Lhotse 8.516 m

 

Nach dem Erfolg am Manaslu (1973) haben meine Frau Hannelore und ich in den drei Folgejahren jeweils einen 7.000er bestiegen. Im Jahr 1976 bekamen wir schließlich die schon vor Jahren beantragte Genehmigung zur Besteigung des Lhotse, der unmittelbar neben dem Mt. Everest liegt. Er ist der vierthöchste Berg der Erde und gilt als sehr schwieriger 8.000er.

Der Lhotse wurde das erste Mal im Jahr 1956 durch zwei Teilnehmer einer Schweizer Expedition bestiegen. In den folgenden 21 Jahren ist es keiner Expedition mehr gelungen, den Gipfel zu erreichen.

Das Interesse an dieser Expedition war in Bergsteigerkreisen naturgemäß groß, so dass unser Team größer geworden ist, als bei unseren anderen Expeditionen. Dies wiederum hatte Auswirkungen auf die Menge der zu transportierenden Ausrüstung und Verpflegung. Damals musste - anders als heute - noch alles was von uns und den Sherpas während der gesamten Expedition gebraucht wurde, hierzulande beschafft und nach Kathmandu befördert werden, weil es dort nichts gab, was für unsere Zwecke geeignet gewesen wäre.

Die notorische Geldknappheit ließ mich auf den abenteuerlichen Gedanken kommen, das Gepäck auf dem Landweg nach Nepal zu transportieren. Diesen Gedanken fand Hannelore, die für jedes Abenteuer zu haben war, faszinierend, denn die Lösung dieser Aufgabe konnte nur ihr zufallen, da der Rest der Mannschaft arbeiten musste.

Wieder hatte Hannelore in akribischer Arbeit die Beschaffung und Verpackung des gesamten Materials übernommen. Ihr Geschick und ihr Erfolg bei dieser Sisyphosarbeit war einmalig.
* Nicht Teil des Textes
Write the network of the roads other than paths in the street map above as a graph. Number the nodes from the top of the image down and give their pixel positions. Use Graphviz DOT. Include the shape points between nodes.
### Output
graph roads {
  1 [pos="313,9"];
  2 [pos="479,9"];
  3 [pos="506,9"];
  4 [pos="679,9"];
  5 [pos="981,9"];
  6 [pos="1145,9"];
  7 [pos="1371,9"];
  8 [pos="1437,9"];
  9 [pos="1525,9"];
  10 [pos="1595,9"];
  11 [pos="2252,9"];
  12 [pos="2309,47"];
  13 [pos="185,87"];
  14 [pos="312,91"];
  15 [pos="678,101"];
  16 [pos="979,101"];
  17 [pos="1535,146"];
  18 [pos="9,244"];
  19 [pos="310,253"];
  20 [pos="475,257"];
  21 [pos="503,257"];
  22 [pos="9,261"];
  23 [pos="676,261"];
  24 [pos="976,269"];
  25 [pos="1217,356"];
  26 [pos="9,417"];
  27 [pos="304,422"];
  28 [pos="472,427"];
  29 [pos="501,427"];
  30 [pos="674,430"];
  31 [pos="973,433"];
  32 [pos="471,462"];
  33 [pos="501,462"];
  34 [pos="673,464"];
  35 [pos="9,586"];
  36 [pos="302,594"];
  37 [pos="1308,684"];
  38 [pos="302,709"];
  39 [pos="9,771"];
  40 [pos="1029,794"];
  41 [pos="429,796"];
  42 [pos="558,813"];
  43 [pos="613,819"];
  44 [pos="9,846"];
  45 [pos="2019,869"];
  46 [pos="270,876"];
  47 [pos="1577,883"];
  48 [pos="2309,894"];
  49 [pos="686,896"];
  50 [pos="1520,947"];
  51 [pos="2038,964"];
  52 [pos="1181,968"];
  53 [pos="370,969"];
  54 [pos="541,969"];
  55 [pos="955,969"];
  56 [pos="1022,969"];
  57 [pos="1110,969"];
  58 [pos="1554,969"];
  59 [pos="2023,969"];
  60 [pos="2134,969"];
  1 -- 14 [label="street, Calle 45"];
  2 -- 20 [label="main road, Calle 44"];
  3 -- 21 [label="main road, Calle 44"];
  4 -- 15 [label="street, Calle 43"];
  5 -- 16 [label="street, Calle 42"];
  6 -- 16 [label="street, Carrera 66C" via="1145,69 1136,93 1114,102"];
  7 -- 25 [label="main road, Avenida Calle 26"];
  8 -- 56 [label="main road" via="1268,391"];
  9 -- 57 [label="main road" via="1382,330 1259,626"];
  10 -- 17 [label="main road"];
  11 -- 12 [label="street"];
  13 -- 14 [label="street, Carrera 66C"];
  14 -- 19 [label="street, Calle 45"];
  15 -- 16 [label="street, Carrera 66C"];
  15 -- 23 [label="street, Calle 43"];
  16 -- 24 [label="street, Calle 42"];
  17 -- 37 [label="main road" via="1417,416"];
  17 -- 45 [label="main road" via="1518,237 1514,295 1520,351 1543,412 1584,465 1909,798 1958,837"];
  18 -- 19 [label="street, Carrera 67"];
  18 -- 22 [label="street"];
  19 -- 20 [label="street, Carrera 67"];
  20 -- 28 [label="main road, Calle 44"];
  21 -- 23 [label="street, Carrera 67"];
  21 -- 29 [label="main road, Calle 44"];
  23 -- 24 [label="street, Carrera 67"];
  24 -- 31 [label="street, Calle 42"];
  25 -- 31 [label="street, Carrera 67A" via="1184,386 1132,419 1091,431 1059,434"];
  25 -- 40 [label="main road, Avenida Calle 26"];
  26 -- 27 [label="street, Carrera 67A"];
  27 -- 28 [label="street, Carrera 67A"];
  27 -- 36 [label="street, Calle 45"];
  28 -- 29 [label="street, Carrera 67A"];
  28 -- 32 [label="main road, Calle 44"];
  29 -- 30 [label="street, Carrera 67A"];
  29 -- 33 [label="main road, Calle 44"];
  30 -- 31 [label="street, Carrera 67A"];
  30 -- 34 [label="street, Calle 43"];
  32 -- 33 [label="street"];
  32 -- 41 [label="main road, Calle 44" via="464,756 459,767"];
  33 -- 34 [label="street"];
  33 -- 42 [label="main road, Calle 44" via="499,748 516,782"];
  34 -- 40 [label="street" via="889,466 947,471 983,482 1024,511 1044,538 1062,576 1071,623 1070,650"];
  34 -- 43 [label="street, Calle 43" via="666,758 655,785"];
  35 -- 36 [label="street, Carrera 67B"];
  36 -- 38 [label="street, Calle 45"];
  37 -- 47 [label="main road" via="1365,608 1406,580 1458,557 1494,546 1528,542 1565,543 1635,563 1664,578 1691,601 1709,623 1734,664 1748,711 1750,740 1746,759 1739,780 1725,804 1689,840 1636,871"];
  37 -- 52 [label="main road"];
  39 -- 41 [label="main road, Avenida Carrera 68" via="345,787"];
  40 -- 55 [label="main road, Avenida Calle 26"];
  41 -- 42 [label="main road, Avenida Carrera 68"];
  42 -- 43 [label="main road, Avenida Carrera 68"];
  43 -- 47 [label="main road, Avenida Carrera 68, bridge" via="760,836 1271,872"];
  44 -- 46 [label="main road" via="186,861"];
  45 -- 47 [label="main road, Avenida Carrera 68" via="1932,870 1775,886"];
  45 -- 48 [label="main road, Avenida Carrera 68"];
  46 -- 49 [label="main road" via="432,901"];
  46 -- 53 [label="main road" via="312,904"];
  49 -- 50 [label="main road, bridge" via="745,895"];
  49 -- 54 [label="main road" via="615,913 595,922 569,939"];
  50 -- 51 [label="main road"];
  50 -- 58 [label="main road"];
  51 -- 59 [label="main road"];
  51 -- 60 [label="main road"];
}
Auf meine Bitte hin hatten sich die Ulmer Magirus-Werke bereit erklärt, einen LWK zur Verfügung zu stellen und diesen mit hohem Aufwand für die extreme Aufgabe zu präparieren. In unserem Ulmer Bekanntenkreis gab es zwei abenteuerlustige Männer, die bereit waren, das Gefährt zu steuern und Hannelore auf der mehrere 1000 Kilometer langen Fahrt zu begleiten. Die Route hätte über den Balkan geführt, dann hätten die Türkei, der Iran, Afghanistan und Pakistan durchquert werden müssen, bis schließlich über indisches Territorium das Zielland Nepal erreicht worden wäre. Die überaus schwierigen Zollformalitäten waren erledigt, der LKW versiegelt und dann kam die niederschmetternde Nachricht: In der Osttürkei sei ein Kurdenaufstand ausgebrochen, der die Durchreise unmöglich mache.

Meine Hilferufe werden erhört. Wieder findet der Mitarbeiter der Firma Magirus eine Lösung. Auf seine Bitte erklärt sich eine Spedition bereit, für den Transport als Sponsorleistung zu sorgen. Unser LKW soll auf dem Seeweg mit der Begleitmannschaft nach Bombay gebracht werden, um von dort auf dem Landweg weiter nach Kathmandu zu fahren.

Jetzt wird's erst richtig stressig. Immer wieder wird ein Frachter gefunden, der dann ebenso wie seine Vorgänger, den Transport doch nicht durchführt. Die Zeit wird nicht nur knapp, sondern sehr knapp.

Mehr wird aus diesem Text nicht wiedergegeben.